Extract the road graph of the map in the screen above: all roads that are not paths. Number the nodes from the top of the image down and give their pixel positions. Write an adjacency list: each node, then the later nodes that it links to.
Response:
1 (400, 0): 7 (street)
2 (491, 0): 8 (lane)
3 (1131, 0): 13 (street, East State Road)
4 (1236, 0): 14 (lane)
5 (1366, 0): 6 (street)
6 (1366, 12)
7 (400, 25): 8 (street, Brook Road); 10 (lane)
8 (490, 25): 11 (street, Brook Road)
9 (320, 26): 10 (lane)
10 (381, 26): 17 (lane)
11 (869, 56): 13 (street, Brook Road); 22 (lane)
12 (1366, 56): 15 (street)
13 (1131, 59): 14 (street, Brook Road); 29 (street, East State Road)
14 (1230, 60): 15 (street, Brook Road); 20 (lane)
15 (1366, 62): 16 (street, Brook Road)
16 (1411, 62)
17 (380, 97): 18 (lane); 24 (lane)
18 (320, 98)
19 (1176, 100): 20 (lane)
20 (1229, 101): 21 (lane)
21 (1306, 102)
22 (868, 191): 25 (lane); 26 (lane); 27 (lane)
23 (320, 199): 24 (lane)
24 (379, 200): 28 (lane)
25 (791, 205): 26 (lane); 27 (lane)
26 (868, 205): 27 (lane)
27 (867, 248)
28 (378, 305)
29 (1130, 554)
...
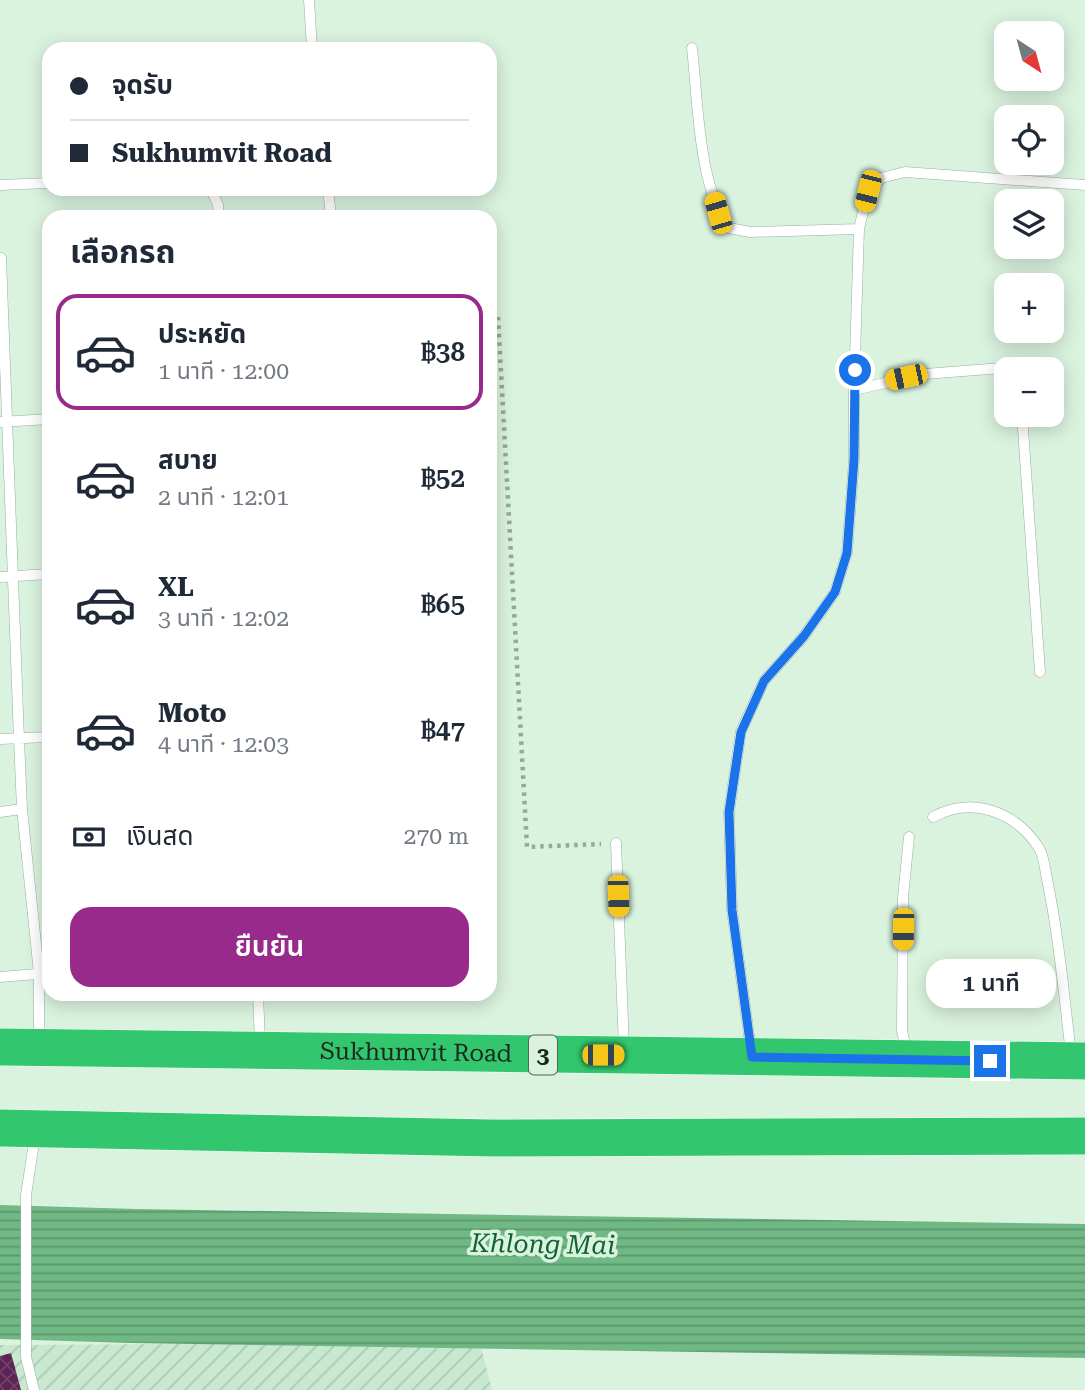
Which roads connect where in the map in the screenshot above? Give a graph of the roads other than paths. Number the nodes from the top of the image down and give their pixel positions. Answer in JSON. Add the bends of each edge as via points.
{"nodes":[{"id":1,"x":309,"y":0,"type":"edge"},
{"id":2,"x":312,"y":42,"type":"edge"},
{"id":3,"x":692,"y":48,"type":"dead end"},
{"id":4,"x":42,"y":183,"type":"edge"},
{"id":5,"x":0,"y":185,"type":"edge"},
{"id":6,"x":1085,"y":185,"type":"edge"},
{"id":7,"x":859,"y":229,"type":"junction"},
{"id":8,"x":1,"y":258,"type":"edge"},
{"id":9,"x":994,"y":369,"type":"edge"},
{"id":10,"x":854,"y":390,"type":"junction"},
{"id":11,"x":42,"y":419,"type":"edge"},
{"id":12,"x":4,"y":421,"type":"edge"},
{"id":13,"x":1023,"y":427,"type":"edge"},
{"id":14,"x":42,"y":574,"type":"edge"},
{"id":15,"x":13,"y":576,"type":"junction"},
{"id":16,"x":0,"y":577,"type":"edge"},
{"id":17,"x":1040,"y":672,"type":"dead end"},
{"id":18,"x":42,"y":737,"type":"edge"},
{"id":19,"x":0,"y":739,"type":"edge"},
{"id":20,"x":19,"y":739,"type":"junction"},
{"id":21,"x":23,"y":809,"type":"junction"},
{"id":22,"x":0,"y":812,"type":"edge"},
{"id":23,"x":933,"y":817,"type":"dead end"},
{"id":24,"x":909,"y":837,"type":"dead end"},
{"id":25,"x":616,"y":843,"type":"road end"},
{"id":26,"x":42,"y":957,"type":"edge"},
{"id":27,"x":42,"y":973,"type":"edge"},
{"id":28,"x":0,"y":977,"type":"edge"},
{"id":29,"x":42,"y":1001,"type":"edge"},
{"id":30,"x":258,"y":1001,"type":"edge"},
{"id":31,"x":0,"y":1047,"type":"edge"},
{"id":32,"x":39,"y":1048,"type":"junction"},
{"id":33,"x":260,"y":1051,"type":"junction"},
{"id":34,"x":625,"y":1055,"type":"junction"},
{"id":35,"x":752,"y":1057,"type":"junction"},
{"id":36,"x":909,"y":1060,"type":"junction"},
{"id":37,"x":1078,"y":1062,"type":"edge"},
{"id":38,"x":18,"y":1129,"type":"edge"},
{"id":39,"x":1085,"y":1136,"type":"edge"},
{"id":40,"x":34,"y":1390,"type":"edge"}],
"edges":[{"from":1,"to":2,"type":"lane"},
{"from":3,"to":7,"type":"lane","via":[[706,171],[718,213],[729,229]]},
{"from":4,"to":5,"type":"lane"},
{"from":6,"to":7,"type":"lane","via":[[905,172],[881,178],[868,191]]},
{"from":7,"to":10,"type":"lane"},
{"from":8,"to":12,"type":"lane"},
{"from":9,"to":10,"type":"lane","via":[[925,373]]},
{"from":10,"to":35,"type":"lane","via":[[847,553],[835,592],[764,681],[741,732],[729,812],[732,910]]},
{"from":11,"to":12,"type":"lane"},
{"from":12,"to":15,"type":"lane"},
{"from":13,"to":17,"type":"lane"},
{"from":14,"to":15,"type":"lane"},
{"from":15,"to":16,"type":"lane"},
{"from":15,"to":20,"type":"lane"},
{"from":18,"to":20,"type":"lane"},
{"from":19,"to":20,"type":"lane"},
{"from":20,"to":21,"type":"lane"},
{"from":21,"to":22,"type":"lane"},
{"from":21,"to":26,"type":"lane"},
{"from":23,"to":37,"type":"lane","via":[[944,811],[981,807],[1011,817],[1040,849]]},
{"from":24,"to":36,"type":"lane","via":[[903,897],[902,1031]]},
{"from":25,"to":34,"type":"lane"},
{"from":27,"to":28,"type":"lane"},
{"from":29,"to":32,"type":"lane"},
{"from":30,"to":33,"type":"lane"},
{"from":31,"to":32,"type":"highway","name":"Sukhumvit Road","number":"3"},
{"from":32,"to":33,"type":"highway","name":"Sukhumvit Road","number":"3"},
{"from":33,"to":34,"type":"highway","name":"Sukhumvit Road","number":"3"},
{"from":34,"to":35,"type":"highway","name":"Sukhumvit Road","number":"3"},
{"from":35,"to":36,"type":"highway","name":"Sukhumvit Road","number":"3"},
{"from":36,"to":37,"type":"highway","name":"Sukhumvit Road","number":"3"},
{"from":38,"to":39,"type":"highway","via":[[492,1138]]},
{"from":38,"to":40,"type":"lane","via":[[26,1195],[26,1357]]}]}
* * *
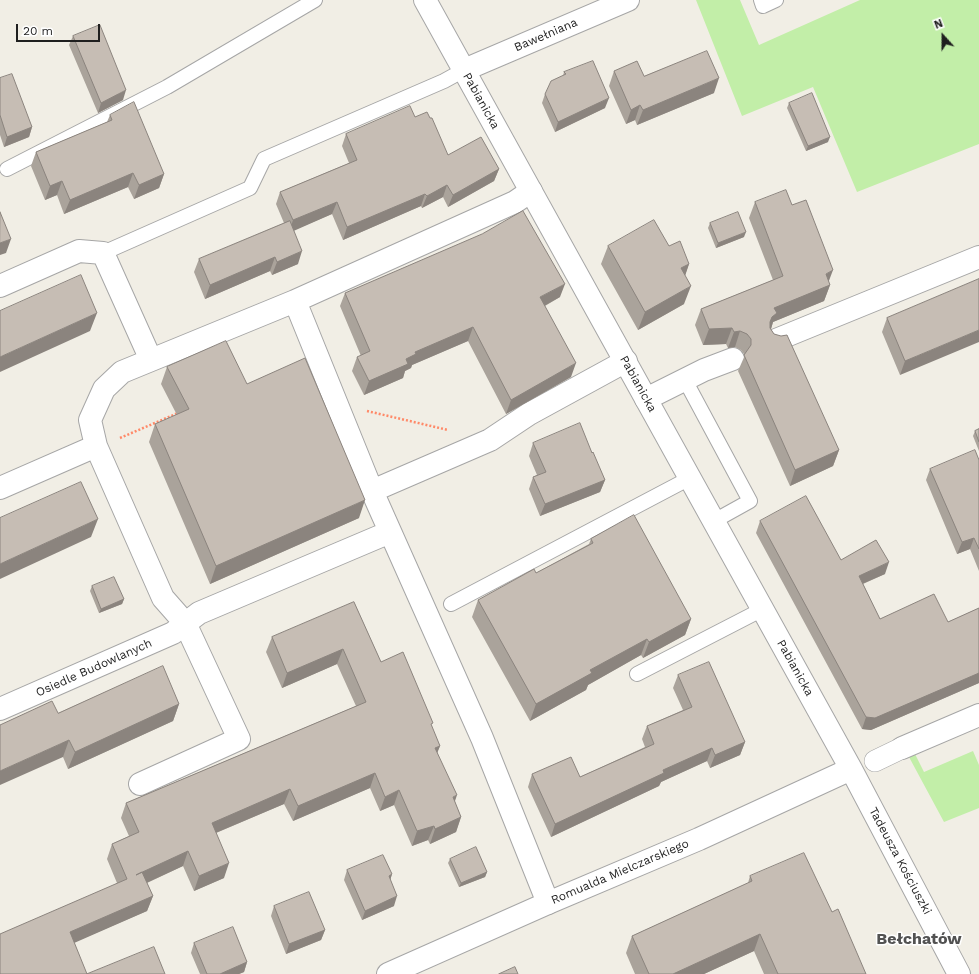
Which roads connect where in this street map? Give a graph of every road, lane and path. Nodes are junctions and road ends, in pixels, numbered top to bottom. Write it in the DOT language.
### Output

* _What you need to do_:
Identify each line in the entries with the word "Write" and copy it.

* _Task answer_:
Extract the road graph of the map in the screen above: all roads that are not paths. Number the nodes from the top of the image down and give their pixel positions. Write an adjacency list: each node, then the later nodes that it links to.
Which roads connect where in this street map? Give a graph of every road, lane and path. Nodes are junctions and road ends, in pixels, numbered top to bottom. Write it in the DOT language.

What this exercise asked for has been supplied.